-- EXERCISE INPUTS follows --

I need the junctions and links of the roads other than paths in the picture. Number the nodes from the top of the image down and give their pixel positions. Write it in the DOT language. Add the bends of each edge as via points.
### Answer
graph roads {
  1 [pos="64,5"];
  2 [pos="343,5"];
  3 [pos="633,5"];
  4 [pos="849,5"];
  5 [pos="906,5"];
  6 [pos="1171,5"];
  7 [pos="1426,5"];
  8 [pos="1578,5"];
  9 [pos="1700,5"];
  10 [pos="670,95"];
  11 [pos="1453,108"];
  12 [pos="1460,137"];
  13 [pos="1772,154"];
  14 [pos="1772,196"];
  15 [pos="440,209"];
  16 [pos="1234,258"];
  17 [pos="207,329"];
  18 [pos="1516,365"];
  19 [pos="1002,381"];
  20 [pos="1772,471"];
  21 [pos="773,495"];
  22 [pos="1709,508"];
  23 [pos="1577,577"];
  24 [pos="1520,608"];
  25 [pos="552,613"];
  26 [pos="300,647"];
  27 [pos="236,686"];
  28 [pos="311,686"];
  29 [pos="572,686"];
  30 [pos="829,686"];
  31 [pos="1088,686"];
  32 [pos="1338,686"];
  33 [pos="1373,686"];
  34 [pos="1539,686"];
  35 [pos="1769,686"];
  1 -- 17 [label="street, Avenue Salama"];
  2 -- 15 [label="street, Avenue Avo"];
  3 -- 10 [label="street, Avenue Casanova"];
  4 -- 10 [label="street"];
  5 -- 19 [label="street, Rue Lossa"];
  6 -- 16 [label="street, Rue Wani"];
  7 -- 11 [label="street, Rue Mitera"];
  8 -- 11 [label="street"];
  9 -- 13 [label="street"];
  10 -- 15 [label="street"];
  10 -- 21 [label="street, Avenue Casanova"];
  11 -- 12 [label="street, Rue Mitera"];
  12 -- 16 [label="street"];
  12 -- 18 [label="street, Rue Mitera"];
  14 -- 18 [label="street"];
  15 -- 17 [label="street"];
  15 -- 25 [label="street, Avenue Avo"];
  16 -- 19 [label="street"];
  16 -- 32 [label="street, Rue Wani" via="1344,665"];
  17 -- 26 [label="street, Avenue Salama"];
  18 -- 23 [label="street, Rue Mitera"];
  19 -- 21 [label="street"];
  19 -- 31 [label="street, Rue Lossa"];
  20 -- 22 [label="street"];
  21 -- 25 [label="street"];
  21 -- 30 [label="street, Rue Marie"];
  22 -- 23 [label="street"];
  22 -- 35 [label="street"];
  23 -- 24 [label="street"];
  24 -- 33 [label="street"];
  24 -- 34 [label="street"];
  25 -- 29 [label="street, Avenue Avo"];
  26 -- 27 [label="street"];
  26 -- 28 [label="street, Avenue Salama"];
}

-- EXERCISE INPUTS concluded --
-- EXERCISE INPUTS follows --

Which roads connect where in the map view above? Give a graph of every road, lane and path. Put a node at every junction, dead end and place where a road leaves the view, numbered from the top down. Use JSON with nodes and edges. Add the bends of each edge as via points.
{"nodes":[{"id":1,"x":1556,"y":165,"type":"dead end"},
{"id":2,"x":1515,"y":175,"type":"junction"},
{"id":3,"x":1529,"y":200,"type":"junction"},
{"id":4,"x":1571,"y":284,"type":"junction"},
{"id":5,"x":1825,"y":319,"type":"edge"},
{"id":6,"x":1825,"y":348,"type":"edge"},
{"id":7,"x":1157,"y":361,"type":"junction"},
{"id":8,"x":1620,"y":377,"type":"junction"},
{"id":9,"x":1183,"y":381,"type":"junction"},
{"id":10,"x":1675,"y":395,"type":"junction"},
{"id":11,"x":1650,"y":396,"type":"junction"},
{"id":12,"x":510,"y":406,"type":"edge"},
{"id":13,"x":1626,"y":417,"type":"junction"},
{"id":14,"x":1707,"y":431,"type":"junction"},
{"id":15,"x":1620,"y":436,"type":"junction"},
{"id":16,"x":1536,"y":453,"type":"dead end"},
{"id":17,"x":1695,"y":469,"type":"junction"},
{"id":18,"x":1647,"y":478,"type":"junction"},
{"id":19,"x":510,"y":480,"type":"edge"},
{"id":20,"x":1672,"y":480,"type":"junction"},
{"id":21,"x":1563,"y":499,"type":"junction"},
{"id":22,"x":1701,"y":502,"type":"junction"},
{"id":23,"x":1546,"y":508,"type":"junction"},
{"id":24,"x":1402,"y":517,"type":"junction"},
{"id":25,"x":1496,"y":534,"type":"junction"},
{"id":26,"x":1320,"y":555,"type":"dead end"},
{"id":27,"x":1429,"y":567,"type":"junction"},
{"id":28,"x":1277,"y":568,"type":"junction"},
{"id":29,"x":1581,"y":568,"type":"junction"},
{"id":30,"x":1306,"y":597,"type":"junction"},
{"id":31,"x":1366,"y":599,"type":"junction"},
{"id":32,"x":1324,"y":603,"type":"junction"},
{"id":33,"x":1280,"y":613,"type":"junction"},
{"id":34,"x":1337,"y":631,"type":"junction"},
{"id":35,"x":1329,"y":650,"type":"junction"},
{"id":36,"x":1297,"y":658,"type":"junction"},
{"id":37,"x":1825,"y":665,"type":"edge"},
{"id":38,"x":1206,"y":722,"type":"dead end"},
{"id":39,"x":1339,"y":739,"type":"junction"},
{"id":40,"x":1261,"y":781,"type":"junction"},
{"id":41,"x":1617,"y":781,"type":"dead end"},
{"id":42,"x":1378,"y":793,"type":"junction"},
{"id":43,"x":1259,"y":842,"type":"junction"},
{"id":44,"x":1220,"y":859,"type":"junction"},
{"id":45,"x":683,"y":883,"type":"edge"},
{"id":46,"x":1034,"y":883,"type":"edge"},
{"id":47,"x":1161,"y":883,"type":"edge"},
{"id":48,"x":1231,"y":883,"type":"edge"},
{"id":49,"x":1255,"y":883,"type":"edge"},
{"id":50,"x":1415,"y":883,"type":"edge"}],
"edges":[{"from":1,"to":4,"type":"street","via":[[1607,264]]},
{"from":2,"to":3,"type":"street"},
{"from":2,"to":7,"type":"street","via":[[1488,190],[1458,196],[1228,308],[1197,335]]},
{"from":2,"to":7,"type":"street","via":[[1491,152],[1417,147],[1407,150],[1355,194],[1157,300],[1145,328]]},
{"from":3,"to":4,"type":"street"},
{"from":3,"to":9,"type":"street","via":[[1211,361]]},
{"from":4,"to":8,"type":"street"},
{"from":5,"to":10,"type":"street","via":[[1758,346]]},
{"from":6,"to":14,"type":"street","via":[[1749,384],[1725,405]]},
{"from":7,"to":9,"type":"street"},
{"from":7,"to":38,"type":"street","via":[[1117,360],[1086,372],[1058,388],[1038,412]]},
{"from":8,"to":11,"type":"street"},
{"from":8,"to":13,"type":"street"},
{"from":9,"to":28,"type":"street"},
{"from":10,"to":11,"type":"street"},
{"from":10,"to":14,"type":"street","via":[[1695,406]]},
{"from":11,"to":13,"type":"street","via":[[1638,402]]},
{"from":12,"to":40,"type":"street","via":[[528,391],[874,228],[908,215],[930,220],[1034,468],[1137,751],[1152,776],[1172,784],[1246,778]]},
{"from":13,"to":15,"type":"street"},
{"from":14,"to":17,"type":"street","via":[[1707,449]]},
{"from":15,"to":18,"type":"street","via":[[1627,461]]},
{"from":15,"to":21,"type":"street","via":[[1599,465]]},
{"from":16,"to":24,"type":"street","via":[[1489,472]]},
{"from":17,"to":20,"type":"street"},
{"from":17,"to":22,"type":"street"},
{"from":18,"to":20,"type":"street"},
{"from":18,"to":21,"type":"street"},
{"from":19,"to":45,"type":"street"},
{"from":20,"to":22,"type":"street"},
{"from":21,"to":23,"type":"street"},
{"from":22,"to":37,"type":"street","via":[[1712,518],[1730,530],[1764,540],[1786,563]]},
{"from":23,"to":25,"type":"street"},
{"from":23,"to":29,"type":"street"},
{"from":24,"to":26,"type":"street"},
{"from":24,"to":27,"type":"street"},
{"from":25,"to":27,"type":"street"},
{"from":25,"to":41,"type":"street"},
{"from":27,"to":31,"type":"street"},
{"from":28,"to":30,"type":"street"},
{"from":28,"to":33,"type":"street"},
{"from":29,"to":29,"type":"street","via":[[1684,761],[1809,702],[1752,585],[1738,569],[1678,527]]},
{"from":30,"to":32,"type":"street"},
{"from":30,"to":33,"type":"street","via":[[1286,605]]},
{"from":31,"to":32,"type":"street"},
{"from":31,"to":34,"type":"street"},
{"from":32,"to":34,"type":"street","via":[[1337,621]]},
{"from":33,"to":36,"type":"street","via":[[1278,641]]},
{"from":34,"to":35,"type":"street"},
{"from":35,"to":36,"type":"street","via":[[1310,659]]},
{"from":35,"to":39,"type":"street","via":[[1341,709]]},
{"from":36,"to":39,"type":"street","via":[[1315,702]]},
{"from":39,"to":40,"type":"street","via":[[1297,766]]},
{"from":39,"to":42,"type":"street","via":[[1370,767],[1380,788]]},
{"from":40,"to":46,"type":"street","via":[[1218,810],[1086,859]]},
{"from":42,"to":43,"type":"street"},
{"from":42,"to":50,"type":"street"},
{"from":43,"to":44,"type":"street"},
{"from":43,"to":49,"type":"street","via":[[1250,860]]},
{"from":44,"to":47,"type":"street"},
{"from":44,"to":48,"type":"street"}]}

-- EXERCISE INPUTS concluded --

TASK REQUIREMENTS: Where a line of the data includes the string "Lossa", list that line.

RESPONSE:
  5 -- 19 [label="street, Rue Lossa"];
  19 -- 31 [label="street, Rue Lossa"];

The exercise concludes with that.